When Anders Frisk, one of world soccer's top referees, began officiating at professional games, he was ready for the torrent of verbal abuse from stadium fans that is de rigeur at any high-level match.
He did not expect, however, the death threats that sparked his shock resignation last weekend, throwing Europe's most popular and lucrative sport into turmoil.
The circumstances surrounding Mr. Frisk's dramatic departure have exposed the lengths to which players, coaches, and fans let their passions push them, and prompted calls for authorities to crack down on growing incivility to avert a referees' strike.
"This nonsense has to stop," says William Gaillard, spokesman for the Union of European Football Associations (UEFA). Referee abuse has been an issue for years, he adds. "But now it has taken a nasty turn."
"The game is just not worth all that," Frisk said on the Swedish football federation's website. "The safety of my family is more important than anything."
The trouble started earlier this month, when Frisk ejected a player from the London club Chelsea during a game against Barcelona in the Champions' League, Europe's top club competition.
Soon after the match, Chelsea coach Jose Mourinho accused Frisk of speaking to the Barcelona coach during half time, insinuating that he had succumbed to pressure. Frisk denies the charge.
Mr. Mourinho's comments apparently encouraged a flood of hate mail from Chelsea fans.
"It's the coaches who whip up the masses and actually make them threaten people with death," said Volker Roth, chairman of UEFAs Referees' Committee. "People like Mourinho are the enemy of football."
Neither man is a stranger to controversy. Frisk, a flamboyant Swede whose blond hair and perma-tan always attract notice, halted a match between AS Roma and Dynamo Kiev last fall when a coin thrown from the stands gashed his head.

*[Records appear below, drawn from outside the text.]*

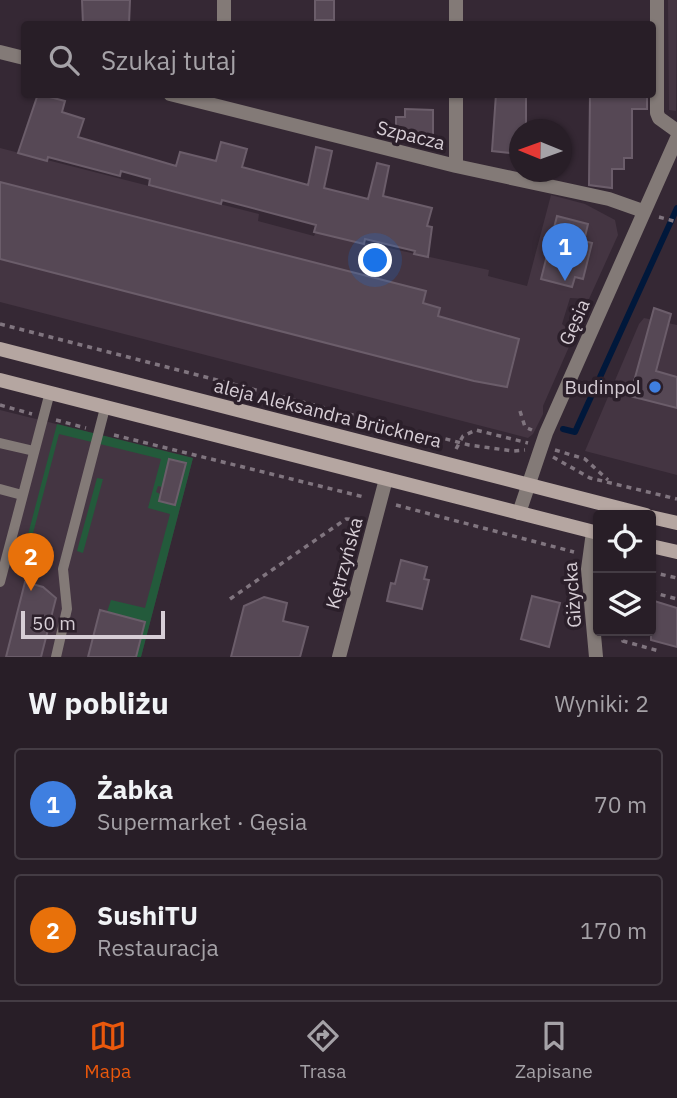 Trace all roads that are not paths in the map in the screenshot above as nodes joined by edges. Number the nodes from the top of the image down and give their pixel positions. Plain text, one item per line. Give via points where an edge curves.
1 (224, 0) edge
2 (456, 0) edge
3 (657, 0) edge
4 (224, 21) edge
5 (456, 21) edge
6 (0, 52) edge
7 (21, 57) edge
8 (201, 98) edge
9 (456, 98) edge
10 (225, 101) edge
11 (677, 131) edge
12 (677, 138) edge
13 (456, 166) junction
14 (650, 213) junction
15 (0, 349) edge
16 (0, 380) edge
17 (50, 393) junction
18 (105, 408) junction
19 (0, 443) edge
20 (34, 451) junction
21 (386, 479) junction
22 (528, 485) junction
23 (0, 489) edge
24 (22, 495) junction
25 (626, 510) edge
26 (519, 513) junction
27 (656, 518) edge
28 (677, 523) edge
29 (593, 531) edge
30 (593, 541) edge
31 (656, 546) edge
32 (677, 552) edge
33 (0, 582) edge
34 (56, 657) edge
35 (340, 657) edge
36 (596, 657) edge

1 - 4 street
2 - 5 street
3 - 11 street via 657,113
6 - 7 street
8 - 10 street, Szpacza
9 - 13 street
10 - 13 street, Szpacza
12 - 14 street, Gęsia
13 - 14 street, Szpacza via 609,199
14 - 22 street, Gęsia via 546,433
15 - 22 main road, aleja Aleksandra Brücknera
16 - 17 main road
17 - 18 main road
17 - 20 lane
18 - 21 main road
18 - 34 lane via 62,569 67,609
19 - 20 lane
20 - 24 lane
21 - 26 main road
21 - 35 street, Kętrzyńska
22 - 25 main road, aleja Aleksandra Brücknera
22 - 26 street, Gęsia
23 - 24 lane
24 - 33 lane
26 - 29 main road
27 - 28 main road
30 - 36 street, Giżycka via 588,556
31 - 32 main road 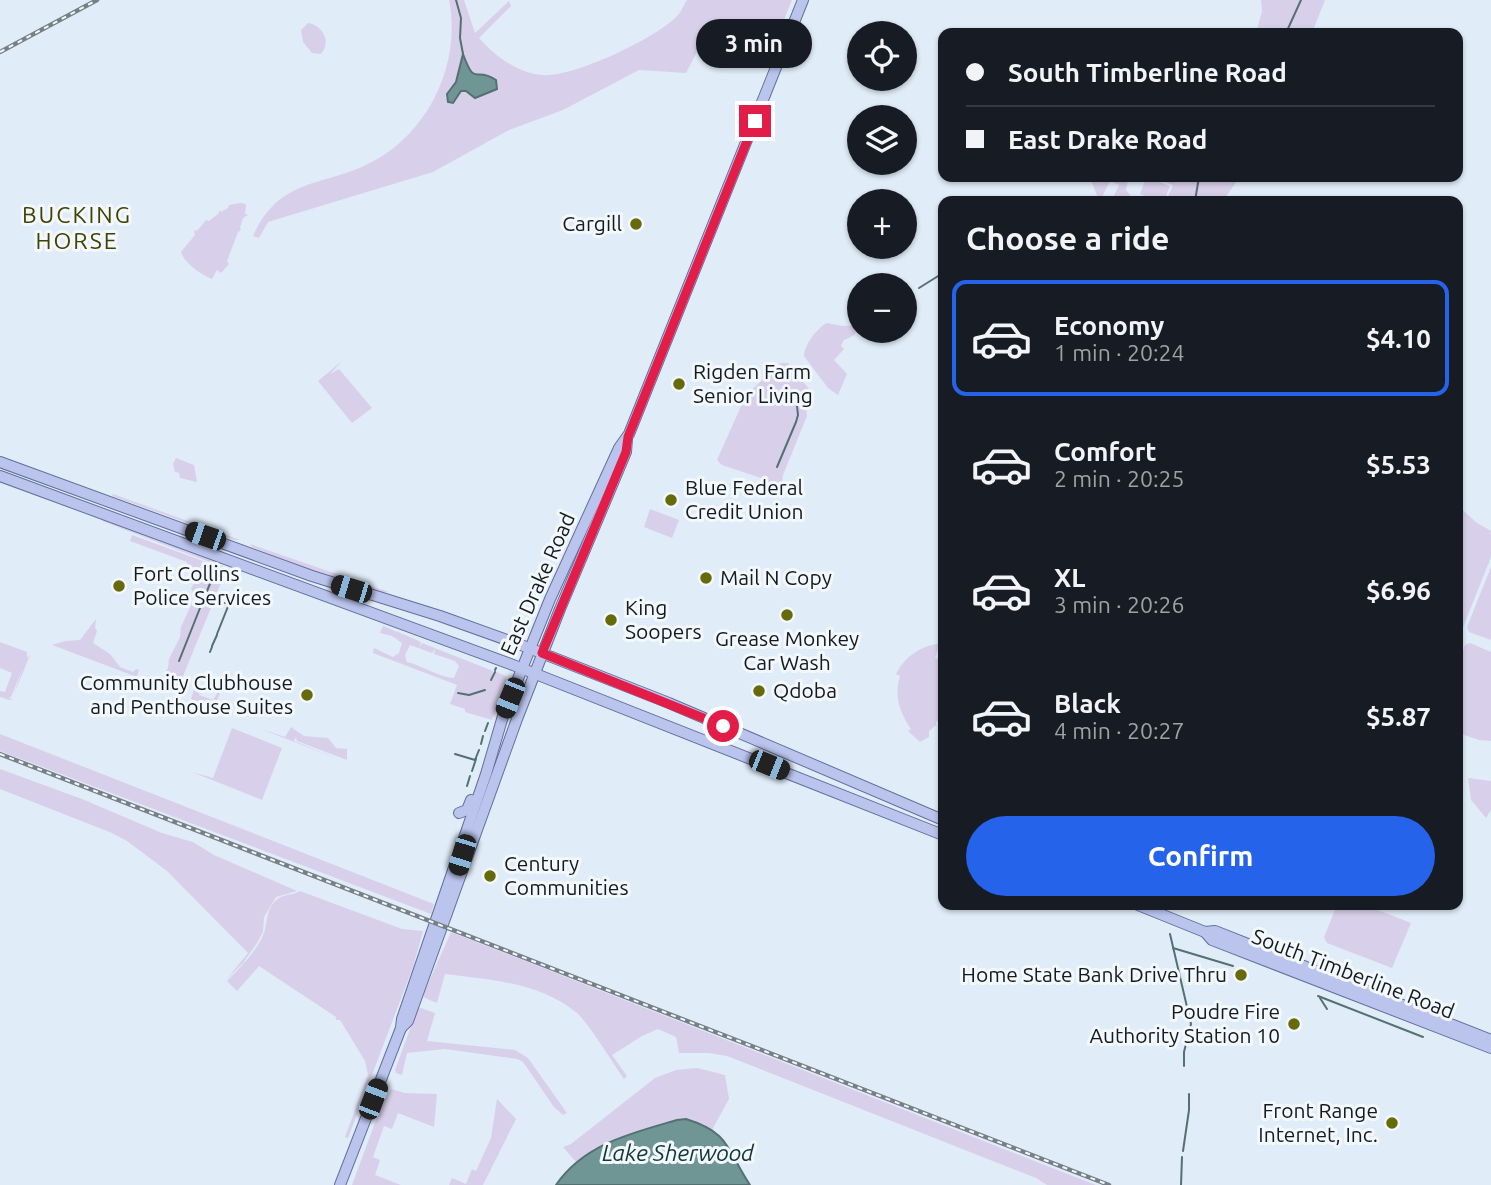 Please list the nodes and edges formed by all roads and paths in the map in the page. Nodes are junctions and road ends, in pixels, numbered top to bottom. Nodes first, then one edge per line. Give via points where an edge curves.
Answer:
1 (803, 0) edge
2 (628, 437) junction
3 (0, 462) edge
4 (611, 467) junction
5 (0, 476) edge
6 (597, 522) junction
7 (174, 539) junction
8 (242, 549) junction
9 (237, 562) junction
10 (312, 576) junction
11 (530, 648) junction
12 (542, 653) junction
13 (522, 668) junction
14 (534, 673) junction
15 (491, 759) junction
16 (459, 813) dead end
17 (938, 818) edge
18 (476, 820) junction
19 (938, 833) edge
20 (1150, 910) edge
21 (1205, 932) junction
22 (420, 966) junction
23 (420, 1002) junction
24 (401, 1028) junction
25 (1491, 1040) edge
26 (1491, 1048) edge
27 (340, 1185) edge

1 - 2 main road, East Drake Road
2 - 4 main road, East Drake Road
2 - 6 main road, East Drake Road
3 - 8 main road
4 - 6 main road via 594,517
4 - 11 main road, East Drake Road
5 - 7 main road
6 - 12 main road, East Drake Road
7 - 8 main road via 234,555
7 - 9 main road
8 - 10 main road
9 - 10 main road via 243,558 297,576
9 - 13 main road
10 - 11 main road
11 - 12 main road
11 - 13 main road, East Drake Road
12 - 14 main road, East Drake Road
12 - 17 main road
13 - 14 main road
13 - 15 main road, East Drake Road
14 - 18 main road, East Drake Road
14 - 19 main road
15 - 16 main road via 467,810
15 - 18 main road
18 - 22 main road, East Drake Road
18 - 23 main road, East Drake Road
20 - 21 main road, South Timberline Road
21 - 25 main road, South Timberline Road via 1215,931
21 - 26 main road, South Timberline Road via 1212,940
22 - 23 main road via 415,994
22 - 24 main road, East Drake Road
23 - 24 main road, East Drake Road
24 - 27 main road, East Drake Road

Mourinho, a charismatic Portuguese coach who has taken Chelsea to the top of the English football standings, was fined £5,000 ($9,500) last week for an earlier allegation of deliberately unfair refereeing.
Some observers see Mourinho's sniping as standard gamesmanship in the charged atmosphere of multimillion-dollar soccer championships. "Managers use everything to try to gain themselves an advantage," including trying to intimidate referees, says Matt Tench, sports editor at The Independent, a London daily. "That's the way sport is played at the highest level."
Soccer has long stirred fierce passions in many European souls. "There is something very elemental about a football match" says John Carlin, author of "White Angels," a recent book about the star- studded Real Madrid team. "It's your tribe at war with the other tribe."
Referee abuse is on the rise, soccer officials say. They point to the case of Urs Meier, who received 16,000 insulting e-mails last summer, including death threats, after a British tabloid newspaper published his e-mail address. Mr. Meier's "crime"? To have disallowed an England goal against Portugal in the European Championship.
"It is not uncommon for leading referees to receive hate-mail, broken razorblades in envelopes, that sort of thing," says Willie Young, a former international referee who once received an e-mailed death threat.
Mr. Young puts the abuse in the context of what he sees as declining sportsmanship in soccer. "Simulating fouls, feigning injury, deceiving the referee, open protest against decisions - all this has certainly escalated" in recent years, he says.
While he places most of the blame on "a lack of responsibility by players and managers," he also worries about "certain sectors of the media that are more than happy to emphasize differences of opinion because they sell newspapers."
Such differences are easy to chew over at length now that televised football is all over the European airwaves, thanks to lucrative deals between TV stations and soccer authorities. Scores of camera crews cover major games, offering endless angles from which to review controversial decisions in slow-motion replays.
The referee, by contrast, is alone making his split-second judgments, enjoying occasional help from a linesman, but with no recourse to the video replays on which American football referees can rely. And the stakes for each call are high: Millions of dollars in club revenues can depend on a single goal.
"These referees are in a quite impossible position," says Mr. Carlin.
But referees are reporting difficulties even at the lowliest levels of youth soccer, where matches are watched only by spectators on the touch lines. Verbal threats from overenthusiastic soccer dads force more referees out of the game than hate e-mail, says Young, because "the physical presence in public parks is much more threatening."
"At grass-roots level, fewer people want to become referees," UEFA refereeing chief Roth said this week. "Who is going to do that if you are going to be abused?"
UEFA sees "no obvious solution" to the problem, according to Mr. Gaillard. "Whatever we try to do to protect the privacy of referees is going to be extremely difficult," he says. Instead, he suggests, "it is a question of educating players, managers, and fans so they have a different attitude to referees."
He also advocates tougher sanctions against miscreants, pointing out that the $9,500 fine imposed on Mourinho probably meant little to a man who earns millions of dollars a year.
Meanwhile, says Young, most referees will go on refereeing, even for the meager allowance that is their only reward, "because we are football crazy. We wouldn't be involved otherwise. This affair could give people a reality check, but I doubt it."